Managing Depression After Retirement
Depression is one of the most prevalent mental health conditions among older adults, and a commonly made mistake in planning for retirement is not thinking about the significant emotional adjustment that takes place during this time.
Symptoms of depression can include disturbed sleep, general sadness and a loss of interest in activities that a person used to enjoy, and these can last anywhere from weeks to a number of years – depending on whether satisfaction of life is eventually achieved or not and if an affected person has decided to seek treatment.
If you’ve been feeling depressed after stopping work and you’re unsure why, there are a few steps you can take to help address and alleviate it:
Determine why you’re Feeling Down
Several aspects can cause you to feel depressed after retirement. For example, you may think that you no longer have a sense of purpose because you’re no longer going to work each day. Alternatively, you may not be spending as much time with family and friends as you’d initially anticipated – causing you to second-guess your decision to retire.
Spend time thinking about what could be causing you to feel depressed – it could be one or more aspects. If you’re struggling to determine the cause, consider journaling daily to track your thoughts. This will allow you to look for potential patterns or trends that may recur.

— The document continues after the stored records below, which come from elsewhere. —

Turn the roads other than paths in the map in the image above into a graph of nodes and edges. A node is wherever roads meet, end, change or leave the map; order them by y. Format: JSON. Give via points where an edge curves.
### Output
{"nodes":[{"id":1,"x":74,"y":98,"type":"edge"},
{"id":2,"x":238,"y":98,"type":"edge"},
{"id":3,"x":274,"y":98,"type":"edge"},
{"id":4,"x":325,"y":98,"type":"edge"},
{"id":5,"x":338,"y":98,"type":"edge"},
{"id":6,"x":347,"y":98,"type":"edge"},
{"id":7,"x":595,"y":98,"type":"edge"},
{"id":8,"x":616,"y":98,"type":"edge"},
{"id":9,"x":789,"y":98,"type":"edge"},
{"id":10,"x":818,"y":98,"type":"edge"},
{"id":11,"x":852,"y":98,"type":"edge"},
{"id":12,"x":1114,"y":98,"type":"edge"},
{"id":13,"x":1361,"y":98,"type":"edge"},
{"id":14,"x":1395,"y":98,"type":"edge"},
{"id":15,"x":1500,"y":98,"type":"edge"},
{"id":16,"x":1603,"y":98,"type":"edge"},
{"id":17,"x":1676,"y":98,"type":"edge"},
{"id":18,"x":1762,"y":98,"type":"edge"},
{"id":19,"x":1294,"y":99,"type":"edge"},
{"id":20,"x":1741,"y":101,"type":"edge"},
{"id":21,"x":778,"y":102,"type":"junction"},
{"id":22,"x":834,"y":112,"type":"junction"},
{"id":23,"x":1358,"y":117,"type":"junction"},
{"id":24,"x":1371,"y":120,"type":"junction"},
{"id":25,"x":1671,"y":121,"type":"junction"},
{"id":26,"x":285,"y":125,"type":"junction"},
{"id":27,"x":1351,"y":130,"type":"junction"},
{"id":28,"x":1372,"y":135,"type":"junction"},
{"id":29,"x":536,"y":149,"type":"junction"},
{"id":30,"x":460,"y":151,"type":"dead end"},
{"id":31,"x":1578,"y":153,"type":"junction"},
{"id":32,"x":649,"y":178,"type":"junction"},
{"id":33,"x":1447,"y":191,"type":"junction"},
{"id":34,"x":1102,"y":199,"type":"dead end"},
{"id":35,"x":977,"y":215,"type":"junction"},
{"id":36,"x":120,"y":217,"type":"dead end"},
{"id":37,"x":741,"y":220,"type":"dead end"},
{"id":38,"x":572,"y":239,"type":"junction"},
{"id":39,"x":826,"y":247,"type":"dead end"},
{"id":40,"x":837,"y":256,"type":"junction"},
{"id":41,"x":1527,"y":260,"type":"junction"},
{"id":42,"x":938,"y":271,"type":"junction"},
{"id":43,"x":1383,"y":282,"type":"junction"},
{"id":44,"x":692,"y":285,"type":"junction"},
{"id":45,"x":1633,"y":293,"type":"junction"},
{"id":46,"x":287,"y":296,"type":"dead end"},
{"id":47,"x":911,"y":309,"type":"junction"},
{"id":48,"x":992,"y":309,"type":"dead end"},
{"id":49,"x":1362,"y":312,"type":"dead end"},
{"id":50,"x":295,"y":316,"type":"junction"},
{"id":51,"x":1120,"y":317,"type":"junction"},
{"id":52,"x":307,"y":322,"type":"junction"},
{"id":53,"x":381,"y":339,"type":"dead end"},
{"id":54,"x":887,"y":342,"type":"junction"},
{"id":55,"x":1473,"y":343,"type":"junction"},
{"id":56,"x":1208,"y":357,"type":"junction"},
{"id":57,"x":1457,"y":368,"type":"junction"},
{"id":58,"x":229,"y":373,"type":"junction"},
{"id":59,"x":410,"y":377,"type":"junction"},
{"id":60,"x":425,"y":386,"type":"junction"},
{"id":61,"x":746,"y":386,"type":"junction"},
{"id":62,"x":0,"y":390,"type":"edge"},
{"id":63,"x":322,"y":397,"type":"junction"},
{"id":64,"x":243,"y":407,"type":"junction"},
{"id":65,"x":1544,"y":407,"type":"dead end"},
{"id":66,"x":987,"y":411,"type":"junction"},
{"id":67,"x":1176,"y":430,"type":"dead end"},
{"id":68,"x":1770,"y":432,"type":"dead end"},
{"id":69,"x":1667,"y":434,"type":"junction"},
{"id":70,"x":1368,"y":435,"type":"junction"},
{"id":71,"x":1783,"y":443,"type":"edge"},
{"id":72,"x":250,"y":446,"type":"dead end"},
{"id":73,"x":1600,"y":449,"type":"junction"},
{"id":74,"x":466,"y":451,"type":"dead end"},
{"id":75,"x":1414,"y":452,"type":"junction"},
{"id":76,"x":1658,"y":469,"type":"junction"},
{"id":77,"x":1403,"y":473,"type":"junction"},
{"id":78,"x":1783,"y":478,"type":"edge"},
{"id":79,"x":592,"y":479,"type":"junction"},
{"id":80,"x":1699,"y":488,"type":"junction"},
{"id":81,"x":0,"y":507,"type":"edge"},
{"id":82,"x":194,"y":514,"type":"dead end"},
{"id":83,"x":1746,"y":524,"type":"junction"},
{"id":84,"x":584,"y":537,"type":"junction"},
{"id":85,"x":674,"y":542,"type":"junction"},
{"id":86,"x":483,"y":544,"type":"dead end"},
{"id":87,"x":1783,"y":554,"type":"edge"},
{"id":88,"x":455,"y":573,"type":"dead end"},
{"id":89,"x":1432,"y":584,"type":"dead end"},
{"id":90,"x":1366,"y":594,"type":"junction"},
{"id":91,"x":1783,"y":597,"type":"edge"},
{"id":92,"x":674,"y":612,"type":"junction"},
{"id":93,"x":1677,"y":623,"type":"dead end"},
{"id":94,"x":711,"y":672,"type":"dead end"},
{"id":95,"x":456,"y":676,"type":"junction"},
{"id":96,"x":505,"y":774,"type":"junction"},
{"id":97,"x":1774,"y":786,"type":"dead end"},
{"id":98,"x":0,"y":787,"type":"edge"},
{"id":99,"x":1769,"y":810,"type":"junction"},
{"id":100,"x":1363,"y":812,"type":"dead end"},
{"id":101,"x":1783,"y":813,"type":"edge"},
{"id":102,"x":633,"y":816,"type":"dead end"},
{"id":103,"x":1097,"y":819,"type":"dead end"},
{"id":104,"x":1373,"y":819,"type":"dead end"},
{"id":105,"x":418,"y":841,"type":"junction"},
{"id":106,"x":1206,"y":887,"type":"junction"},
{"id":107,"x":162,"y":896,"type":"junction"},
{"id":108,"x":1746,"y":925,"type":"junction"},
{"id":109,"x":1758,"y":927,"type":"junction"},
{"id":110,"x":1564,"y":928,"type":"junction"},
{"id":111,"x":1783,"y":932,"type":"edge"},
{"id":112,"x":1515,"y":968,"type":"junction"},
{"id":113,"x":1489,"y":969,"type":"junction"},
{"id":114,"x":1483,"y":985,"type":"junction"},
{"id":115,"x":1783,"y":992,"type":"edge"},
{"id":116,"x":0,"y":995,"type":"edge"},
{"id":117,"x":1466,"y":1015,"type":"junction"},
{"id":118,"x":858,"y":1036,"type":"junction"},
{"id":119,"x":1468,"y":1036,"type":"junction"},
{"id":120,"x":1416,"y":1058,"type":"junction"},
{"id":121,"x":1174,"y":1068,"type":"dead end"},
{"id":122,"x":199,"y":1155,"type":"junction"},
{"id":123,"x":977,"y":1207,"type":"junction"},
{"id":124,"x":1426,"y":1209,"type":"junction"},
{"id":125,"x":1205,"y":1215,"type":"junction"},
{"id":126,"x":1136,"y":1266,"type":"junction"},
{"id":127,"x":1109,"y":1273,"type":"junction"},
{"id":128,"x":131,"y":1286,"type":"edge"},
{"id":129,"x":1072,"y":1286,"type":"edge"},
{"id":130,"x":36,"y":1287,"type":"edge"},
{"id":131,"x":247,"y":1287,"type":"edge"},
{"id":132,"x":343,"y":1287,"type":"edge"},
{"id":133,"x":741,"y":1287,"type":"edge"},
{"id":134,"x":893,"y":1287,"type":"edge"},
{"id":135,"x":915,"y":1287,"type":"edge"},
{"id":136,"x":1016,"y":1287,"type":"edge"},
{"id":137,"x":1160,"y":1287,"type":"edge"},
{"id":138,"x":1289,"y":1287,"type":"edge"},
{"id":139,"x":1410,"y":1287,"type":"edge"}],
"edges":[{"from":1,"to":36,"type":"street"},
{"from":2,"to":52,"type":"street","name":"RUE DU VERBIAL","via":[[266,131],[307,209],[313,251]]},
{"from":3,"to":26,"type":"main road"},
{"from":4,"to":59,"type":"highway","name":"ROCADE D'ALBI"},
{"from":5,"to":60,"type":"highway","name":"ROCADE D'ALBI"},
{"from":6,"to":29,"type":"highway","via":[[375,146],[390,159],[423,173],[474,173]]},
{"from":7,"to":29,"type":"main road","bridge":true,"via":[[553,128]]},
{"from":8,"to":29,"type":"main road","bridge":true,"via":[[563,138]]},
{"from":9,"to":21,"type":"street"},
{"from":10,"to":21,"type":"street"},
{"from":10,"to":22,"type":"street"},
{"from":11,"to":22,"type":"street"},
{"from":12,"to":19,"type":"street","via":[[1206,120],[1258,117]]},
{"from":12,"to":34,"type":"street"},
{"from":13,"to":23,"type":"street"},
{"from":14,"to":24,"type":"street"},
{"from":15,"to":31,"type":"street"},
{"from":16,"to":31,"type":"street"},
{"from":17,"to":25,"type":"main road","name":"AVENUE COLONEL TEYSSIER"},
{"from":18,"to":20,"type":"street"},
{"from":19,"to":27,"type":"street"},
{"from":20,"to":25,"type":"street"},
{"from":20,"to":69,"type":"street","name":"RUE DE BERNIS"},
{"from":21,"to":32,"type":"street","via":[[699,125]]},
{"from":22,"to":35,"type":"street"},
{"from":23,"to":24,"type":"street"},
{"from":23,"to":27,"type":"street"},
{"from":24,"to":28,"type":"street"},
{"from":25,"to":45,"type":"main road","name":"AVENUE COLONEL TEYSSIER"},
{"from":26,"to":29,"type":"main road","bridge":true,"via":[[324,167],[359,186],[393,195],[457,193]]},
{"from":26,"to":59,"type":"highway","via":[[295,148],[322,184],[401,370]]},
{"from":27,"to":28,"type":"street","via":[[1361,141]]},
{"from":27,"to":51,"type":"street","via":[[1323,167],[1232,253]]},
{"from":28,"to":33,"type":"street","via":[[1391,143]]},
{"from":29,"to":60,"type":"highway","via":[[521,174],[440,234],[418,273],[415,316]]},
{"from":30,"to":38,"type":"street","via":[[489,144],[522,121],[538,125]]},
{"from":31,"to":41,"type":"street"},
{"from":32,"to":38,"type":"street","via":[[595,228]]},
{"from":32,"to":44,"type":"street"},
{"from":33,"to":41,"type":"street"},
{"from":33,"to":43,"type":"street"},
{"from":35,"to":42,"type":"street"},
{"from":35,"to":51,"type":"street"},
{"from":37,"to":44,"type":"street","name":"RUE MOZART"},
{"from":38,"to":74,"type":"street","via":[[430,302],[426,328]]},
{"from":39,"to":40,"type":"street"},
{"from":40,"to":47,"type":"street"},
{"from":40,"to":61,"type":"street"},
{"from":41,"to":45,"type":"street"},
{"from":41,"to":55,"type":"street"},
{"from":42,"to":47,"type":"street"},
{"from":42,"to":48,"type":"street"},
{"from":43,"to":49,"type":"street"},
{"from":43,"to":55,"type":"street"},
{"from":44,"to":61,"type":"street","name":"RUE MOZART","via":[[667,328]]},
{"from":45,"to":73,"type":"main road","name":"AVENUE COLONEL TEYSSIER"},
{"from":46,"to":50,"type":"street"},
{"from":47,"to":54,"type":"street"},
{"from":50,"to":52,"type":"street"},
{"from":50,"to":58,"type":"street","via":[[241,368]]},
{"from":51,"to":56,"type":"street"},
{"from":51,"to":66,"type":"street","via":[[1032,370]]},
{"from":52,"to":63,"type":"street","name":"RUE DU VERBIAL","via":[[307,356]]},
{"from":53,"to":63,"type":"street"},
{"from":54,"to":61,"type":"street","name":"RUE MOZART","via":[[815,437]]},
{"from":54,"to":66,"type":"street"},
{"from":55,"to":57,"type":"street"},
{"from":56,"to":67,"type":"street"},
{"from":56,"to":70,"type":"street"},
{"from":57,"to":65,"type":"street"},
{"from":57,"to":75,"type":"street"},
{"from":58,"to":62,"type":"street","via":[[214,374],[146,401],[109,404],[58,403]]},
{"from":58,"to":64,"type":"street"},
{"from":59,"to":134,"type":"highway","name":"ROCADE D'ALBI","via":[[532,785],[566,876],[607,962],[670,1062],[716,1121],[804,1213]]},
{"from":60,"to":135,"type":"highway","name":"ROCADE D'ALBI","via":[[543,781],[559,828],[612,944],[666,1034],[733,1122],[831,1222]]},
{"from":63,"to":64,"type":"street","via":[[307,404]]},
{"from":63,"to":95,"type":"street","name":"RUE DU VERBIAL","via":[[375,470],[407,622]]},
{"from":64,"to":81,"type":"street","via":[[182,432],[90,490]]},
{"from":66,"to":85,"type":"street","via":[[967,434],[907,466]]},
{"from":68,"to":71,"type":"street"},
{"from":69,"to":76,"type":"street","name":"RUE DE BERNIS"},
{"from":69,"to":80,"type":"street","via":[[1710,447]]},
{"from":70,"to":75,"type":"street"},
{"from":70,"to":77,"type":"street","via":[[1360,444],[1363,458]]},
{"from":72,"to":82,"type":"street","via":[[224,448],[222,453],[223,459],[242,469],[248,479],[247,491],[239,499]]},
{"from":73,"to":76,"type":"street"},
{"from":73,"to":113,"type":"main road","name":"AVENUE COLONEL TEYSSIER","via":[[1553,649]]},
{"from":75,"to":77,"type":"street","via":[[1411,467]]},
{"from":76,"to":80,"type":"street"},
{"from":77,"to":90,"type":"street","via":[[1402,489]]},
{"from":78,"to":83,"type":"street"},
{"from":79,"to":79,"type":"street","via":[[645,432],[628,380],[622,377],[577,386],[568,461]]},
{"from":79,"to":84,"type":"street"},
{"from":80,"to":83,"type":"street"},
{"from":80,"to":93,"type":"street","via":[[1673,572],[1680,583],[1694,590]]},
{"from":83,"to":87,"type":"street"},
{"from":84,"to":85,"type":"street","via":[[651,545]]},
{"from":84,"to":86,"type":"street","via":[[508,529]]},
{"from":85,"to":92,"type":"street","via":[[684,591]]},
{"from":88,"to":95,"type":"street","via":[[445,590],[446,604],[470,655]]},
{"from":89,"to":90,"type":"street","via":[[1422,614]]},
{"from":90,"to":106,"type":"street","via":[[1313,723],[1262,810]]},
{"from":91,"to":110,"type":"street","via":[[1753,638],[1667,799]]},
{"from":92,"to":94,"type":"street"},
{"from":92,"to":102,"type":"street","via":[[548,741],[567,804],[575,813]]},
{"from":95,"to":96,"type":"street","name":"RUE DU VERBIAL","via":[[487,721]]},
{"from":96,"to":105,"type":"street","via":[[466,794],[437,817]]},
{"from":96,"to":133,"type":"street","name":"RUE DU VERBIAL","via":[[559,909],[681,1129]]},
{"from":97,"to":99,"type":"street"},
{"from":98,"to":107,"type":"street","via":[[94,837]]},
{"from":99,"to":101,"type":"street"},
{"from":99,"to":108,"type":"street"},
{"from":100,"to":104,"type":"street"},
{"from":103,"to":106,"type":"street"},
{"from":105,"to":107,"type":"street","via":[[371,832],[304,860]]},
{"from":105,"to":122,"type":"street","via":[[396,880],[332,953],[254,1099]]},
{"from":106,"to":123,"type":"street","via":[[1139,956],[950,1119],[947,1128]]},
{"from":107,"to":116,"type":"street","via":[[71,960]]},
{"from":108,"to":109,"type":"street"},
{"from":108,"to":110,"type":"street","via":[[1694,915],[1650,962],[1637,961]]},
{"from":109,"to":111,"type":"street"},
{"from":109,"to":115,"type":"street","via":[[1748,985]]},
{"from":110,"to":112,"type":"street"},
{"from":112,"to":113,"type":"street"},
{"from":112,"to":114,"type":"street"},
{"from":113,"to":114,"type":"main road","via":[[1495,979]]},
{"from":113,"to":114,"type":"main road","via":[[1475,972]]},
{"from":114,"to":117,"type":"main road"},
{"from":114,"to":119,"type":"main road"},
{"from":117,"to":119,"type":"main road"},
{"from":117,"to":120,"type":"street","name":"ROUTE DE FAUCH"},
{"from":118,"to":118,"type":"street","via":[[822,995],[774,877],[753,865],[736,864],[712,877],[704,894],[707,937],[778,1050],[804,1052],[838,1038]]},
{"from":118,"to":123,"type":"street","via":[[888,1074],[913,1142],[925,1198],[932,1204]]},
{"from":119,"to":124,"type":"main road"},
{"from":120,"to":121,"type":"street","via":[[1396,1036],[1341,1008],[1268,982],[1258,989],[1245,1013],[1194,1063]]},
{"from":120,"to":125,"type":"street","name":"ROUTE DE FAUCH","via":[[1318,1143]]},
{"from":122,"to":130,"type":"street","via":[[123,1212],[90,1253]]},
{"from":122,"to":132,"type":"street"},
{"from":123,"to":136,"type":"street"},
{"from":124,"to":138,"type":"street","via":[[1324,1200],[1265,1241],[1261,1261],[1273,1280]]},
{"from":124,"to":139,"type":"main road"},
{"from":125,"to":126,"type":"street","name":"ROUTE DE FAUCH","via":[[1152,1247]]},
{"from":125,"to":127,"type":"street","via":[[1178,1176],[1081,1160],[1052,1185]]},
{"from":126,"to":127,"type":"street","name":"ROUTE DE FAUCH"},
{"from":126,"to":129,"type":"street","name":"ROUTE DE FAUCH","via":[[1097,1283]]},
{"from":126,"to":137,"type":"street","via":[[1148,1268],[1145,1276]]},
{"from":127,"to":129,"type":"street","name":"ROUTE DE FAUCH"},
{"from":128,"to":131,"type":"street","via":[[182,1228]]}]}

Identify Activities that you Enjoy
Along with devoting time to activities and/or hobbies you enjoy that may have been neglected during your working years, consider engaging in something new from time to time. Some ideas here include:
- Volunteering with a charity you feel strongly about
- Enroll in continuing education classes at a local college or even online
- Join a senior citizen’s recreational group or sports club
- Take up part-time employment
When deciding which activities to get involved in, consider what you need the most. Do you want to make new friends? Are you keen to feel useful somehow? Would you like to earn a little extra spending money? Would you like to engage in a little of each? The choice is yours.
Connect with Other Retirees who are Struggling to Adjust
If you’re feeling depressed after retiring, remember that you aren’t alone. There may very well be someone else in your existing social circle or network that is also struggling to adjust to the new normal of not going to work every day.
Connecting with these people will help you support each other while dealing with the emotional and mental challenges you’re facing during your golden years. If you struggle to meet new people face to face, consider searching for retiree support groups online – these can often be just as beneficial as physical groups and activities.
Figuring out what is most important to you during retirement and eliminating activities that may be causing you to feel depressed will go a long way in helping you to get the most out of this time of your life. Talking with a financial advisor can also help alleviate some of the financial worries you may be experiencing during retirement as well.